Reuse the TCP socket and buffer IO to improve performance #32

fonsp · 2023-01-24T19:42:40Z

Before this PR, we set up a new TCP connection for each round trip (like remotecall plus its response), and we suspected that this caused #24. This PR uses the same functionality as before, but it reuses the TCP socket.

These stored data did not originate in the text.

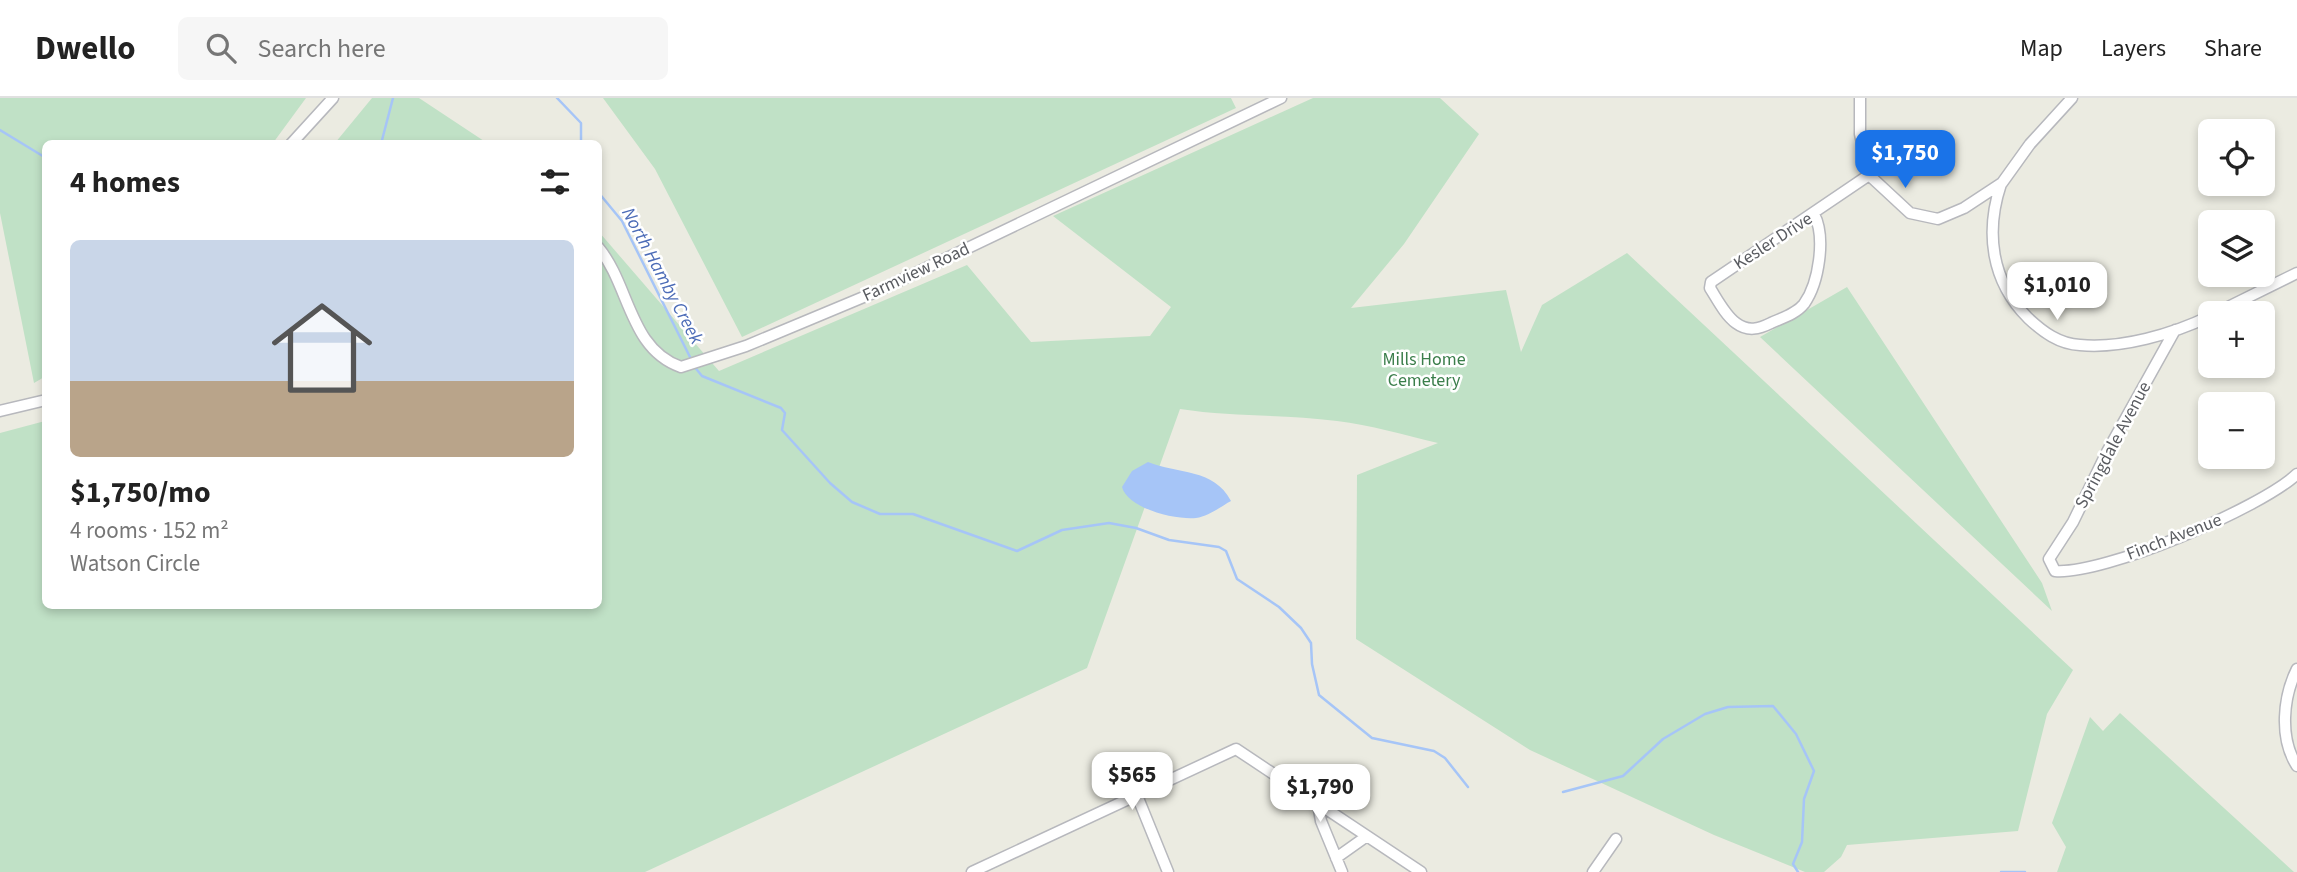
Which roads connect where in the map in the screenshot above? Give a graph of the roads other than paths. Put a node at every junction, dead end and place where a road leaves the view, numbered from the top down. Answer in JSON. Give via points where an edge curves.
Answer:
{"nodes":[{"id":1,"x":333,"y":98,"type":"edge"},
{"id":2,"x":1281,"y":98,"type":"edge"},
{"id":3,"x":1860,"y":98,"type":"edge"},
{"id":4,"x":2072,"y":98,"type":"edge"},
{"id":5,"x":295,"y":140,"type":"edge"},
{"id":6,"x":1869,"y":175,"type":"junction"},
{"id":7,"x":2002,"y":183,"type":"junction"},
{"id":8,"x":1814,"y":214,"type":"junction"},
{"id":9,"x":602,"y":254,"type":"edge"},
{"id":10,"x":2297,"y":273,"type":"edge"},
{"id":11,"x":2240,"y":301,"type":"edge"},
{"id":12,"x":2198,"y":321,"type":"edge"},
{"id":13,"x":2175,"y":330,"type":"junction"},
{"id":14,"x":42,"y":401,"type":"edge"},
{"id":15,"x":35,"y":404,"type":"junction"},
{"id":16,"x":42,"y":409,"type":"edge"},
{"id":17,"x":0,"y":411,"type":"edge"},
{"id":18,"x":2297,"y":474,"type":"edge"},
{"id":19,"x":2049,"y":559,"type":"joint"},
{"id":20,"x":2297,"y":669,"type":"edge"},
{"id":21,"x":2297,"y":766,"type":"edge"},
{"id":22,"x":1136,"y":793,"type":"junction"},
{"id":23,"x":1318,"y":804,"type":"junction"},
{"id":24,"x":1367,"y":836,"type":"junction"},
{"id":25,"x":1616,"y":839,"type":"dead end"},
{"id":26,"x":1336,"y":858,"type":"junction"},
{"id":27,"x":985,"y":869,"type":"edge"},
{"id":28,"x":972,"y":872,"type":"edge"},
{"id":29,"x":1168,"y":872,"type":"edge"},
{"id":30,"x":1342,"y":872,"type":"edge"},
{"id":31,"x":1421,"y":872,"type":"edge"},
{"id":32,"x":1593,"y":872,"type":"edge"}],
"edges":[{"from":1,"to":5,"type":"street"},
{"from":2,"to":9,"type":"street","name":"Farmview Road","via":[[878,290],[681,368],[656,354],[637,328]]},
{"from":3,"to":6,"type":"street","via":[[1860,134]]},
{"from":4,"to":7,"type":"street"},
{"from":6,"to":7,"type":"street","via":[[1910,213],[1931,218],[1950,215]]},
{"from":6,"to":8,"type":"street","name":"Kesler Drive"},
{"from":7,"to":13,"type":"street","via":[[1992,231],[1998,274],[2039,329],[2078,345]]},
{"from":8,"to":8,"type":"street","name":"Kesler Drive","via":[[1711,282],[1710,288],[1734,322],[1752,330],[1762,328],[1803,305],[1819,251],[1819,223]]},
{"from":10,"to":11,"type":"street"},
{"from":12,"to":13,"type":"street"},
{"from":13,"to":19,"type":"street","name":"Springdale Avenue"},
{"from":14,"to":15,"type":"street"},
{"from":15,"to":16,"type":"street"},
{"from":15,"to":17,"type":"street"},
{"from":18,"to":19,"type":"street","name":"Finch Avenue","via":[[2242,511],[2091,568],[2056,571]]},
{"from":20,"to":21,"type":"street","via":[[2289,685],[2285,719]]},
{"from":22,"to":23,"type":"street","via":[[1236,749]]},
{"from":22,"to":27,"type":"street"},
{"from":22,"to":29,"type":"street"},
{"from":23,"to":24,"type":"street"},
{"from":23,"to":26,"type":"street"},
{"from":24,"to":26,"type":"street"},
{"from":24,"to":31,"type":"street"},
{"from":25,"to":32,"type":"street"},
{"from":26,"to":30,"type":"street"},
{"from":27,"to":28,"type":"street"}]}
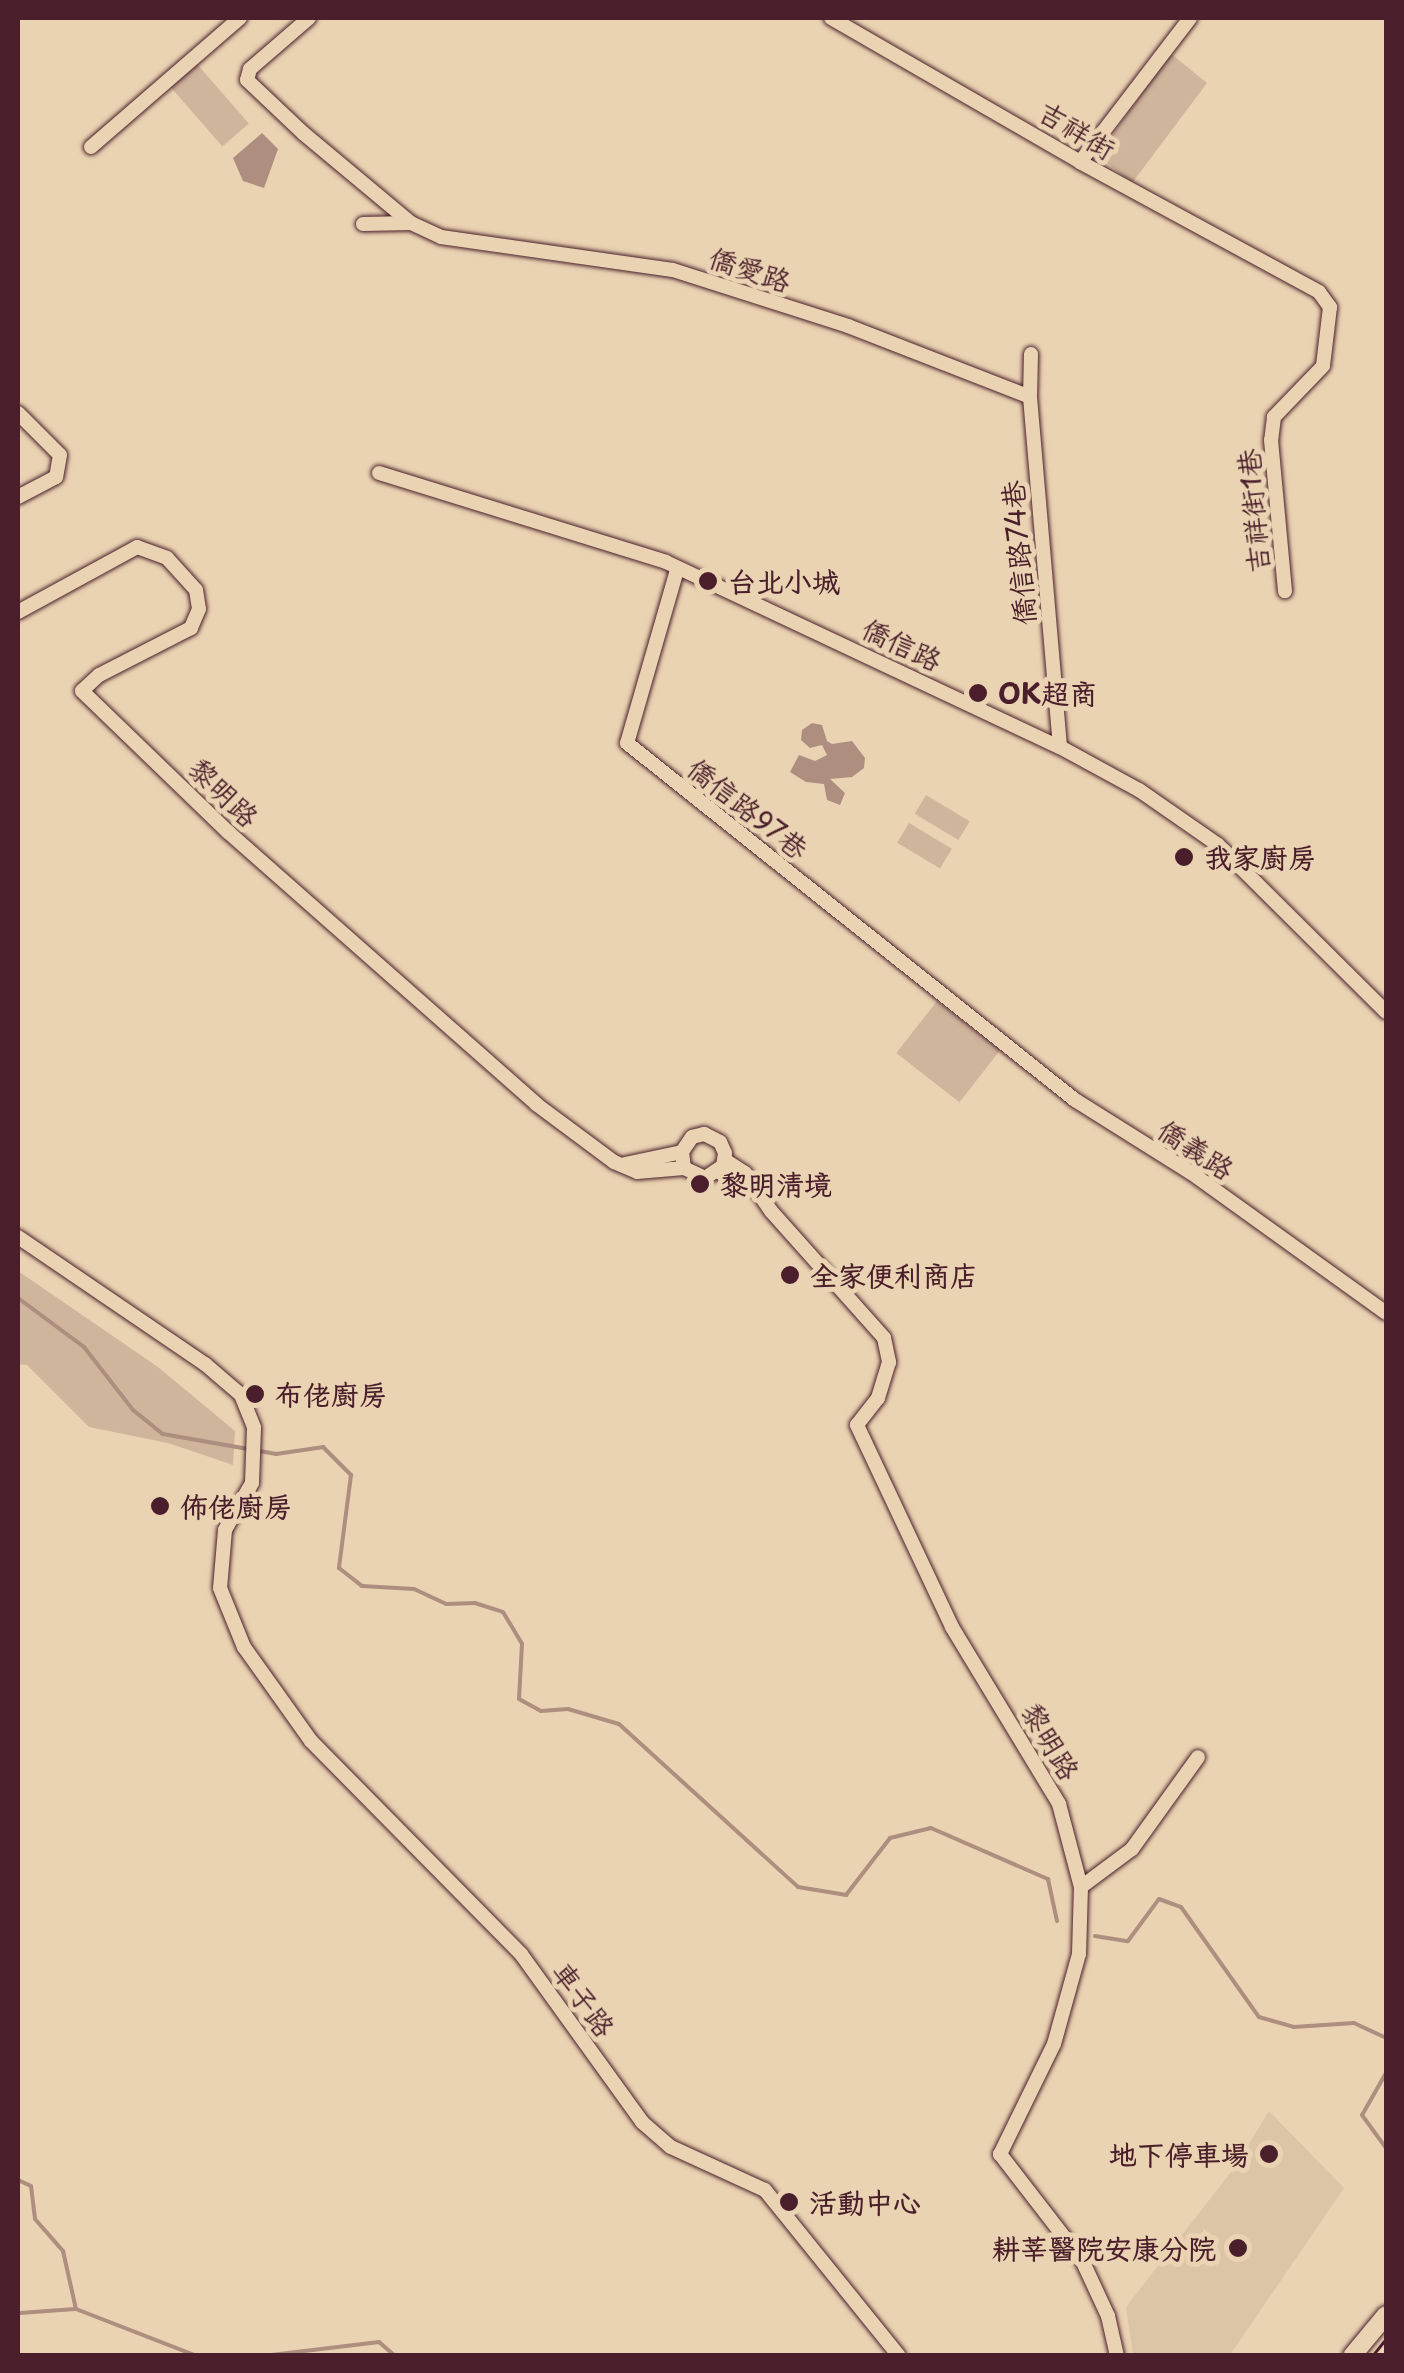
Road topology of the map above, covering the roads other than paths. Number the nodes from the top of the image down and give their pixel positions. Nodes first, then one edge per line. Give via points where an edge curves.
1 (240, 18) edge
2 (309, 18) edge
3 (831, 18) edge
4 (1190, 18) edge
5 (91, 146) dead end
6 (1080, 162) junction
7 (412, 223) junction
8 (363, 224) dead end
9 (1300, 282) joint
10 (1031, 354) dead end
11 (1030, 397) junction
12 (18, 413) edge
13 (379, 473) dead end
14 (18, 497) edge
15 (677, 570) junction
16 (1285, 591) dead end
17 (18, 612) edge
18 (1060, 747) junction
19 (1386, 1012) edge
20 (981, 1022) joint
21 (683, 1160) junction
22 (722, 1166) junction
23 (18, 1238) edge
24 (1386, 1314) edge
25 (1198, 1756) dead end
26 (1080, 1887) junction
27 (1386, 2315) edge
28 (899, 2356) edge
29 (1118, 2356) edge
30 (1352, 2356) edge

1 - 5 street
2 - 7 street via 250,69 248,80
3 - 6 street, 吉祥街
4 - 6 street
6 - 9 street, 吉祥街
7 - 8 street
7 - 11 street, 僑愛路 via 441,237 673,270 848,326
9 - 16 street, 吉祥街1巷 via 1330,307 1322,366 1274,416
10 - 11 street, 僑信路74巷
11 - 18 street, 僑信路74巷
12 - 14 street via 60,455 56,476
13 - 15 street, 僑信路
15 - 18 street, 僑信路
15 - 20 street, 僑信路97巷 via 627,743
17 - 21 street, 黎明路 via 136,548 167,558 196,590 199,609 191,628 98,675 82,690 228,832 536,1104 637,1172
18 - 19 street, 僑信路 via 1139,790 1218,845
20 - 24 street, 僑義路 via 1075,1100 1190,1172
21 - 22 street, 黎明路 via 704,1178
21 - 22 street, 黎明路 via 687,1141 704,1134 720,1142
22 - 26 street, 黎明路 via 757,1189 884,1338 889,1362 878,1398 856,1424 952,1627 1059,1804
23 - 28 street, 車子路 via 241,1394 254,1428 252,1483 224,1530 220,1588 244,1647 311,1741 522,1954 642,2122 671,2147 765,2190
25 - 26 street via 1132,1849
26 - 29 street, 黎明路 via 1072,1992 1000,2154 1082,2260
27 - 30 street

Often, this meant wrapping things in while true end.

Strangely enough, this did not improve our overhead... it doubled it 😵‍💫

Buffered IO

The real trick was suggested in the Pluto community call today by @habemus-papadum, we need to buffer the IO! See https://juliapluto.github.io/weekly-call-notes/2023/01-24/notes.html

I still want to test if this PR was even necessary, perhaps buffering the IO is already enough, and the overhead of TCP handshake is small enough.

New messaging protocol

I also changed the messaging protocol into something new, described in the new messages.md file. The changes are because:

Messages now need an ID, to address the response.
Just like Distributed, we first send the msg_type, then the msg_id, and then we serialize the msg itself. If deserializing fails (e.g. type not defined in worker), then we still have the msg_id, so that we can respond with a failure message.
(TODO) Just like Distributed, each message is followed by a 10-byte unique boundary. When deserializing a message fails, the catch block can keep reading bytes until it has found the boundary. This allows us to continue using the socket.
Using tuples or individual write calls instead of NamedTuples is a tiny performance gain.

TODO

Co-Authored-By: Nehal Patel <[email protected]>

savq · 2023-01-25T21:06:32Z

wrt. tuple messages:

I think it's a good idea to stop using NamedTuples. These carry symbols in their types, and symbols don't have a fixed size making them less efficient to serialize.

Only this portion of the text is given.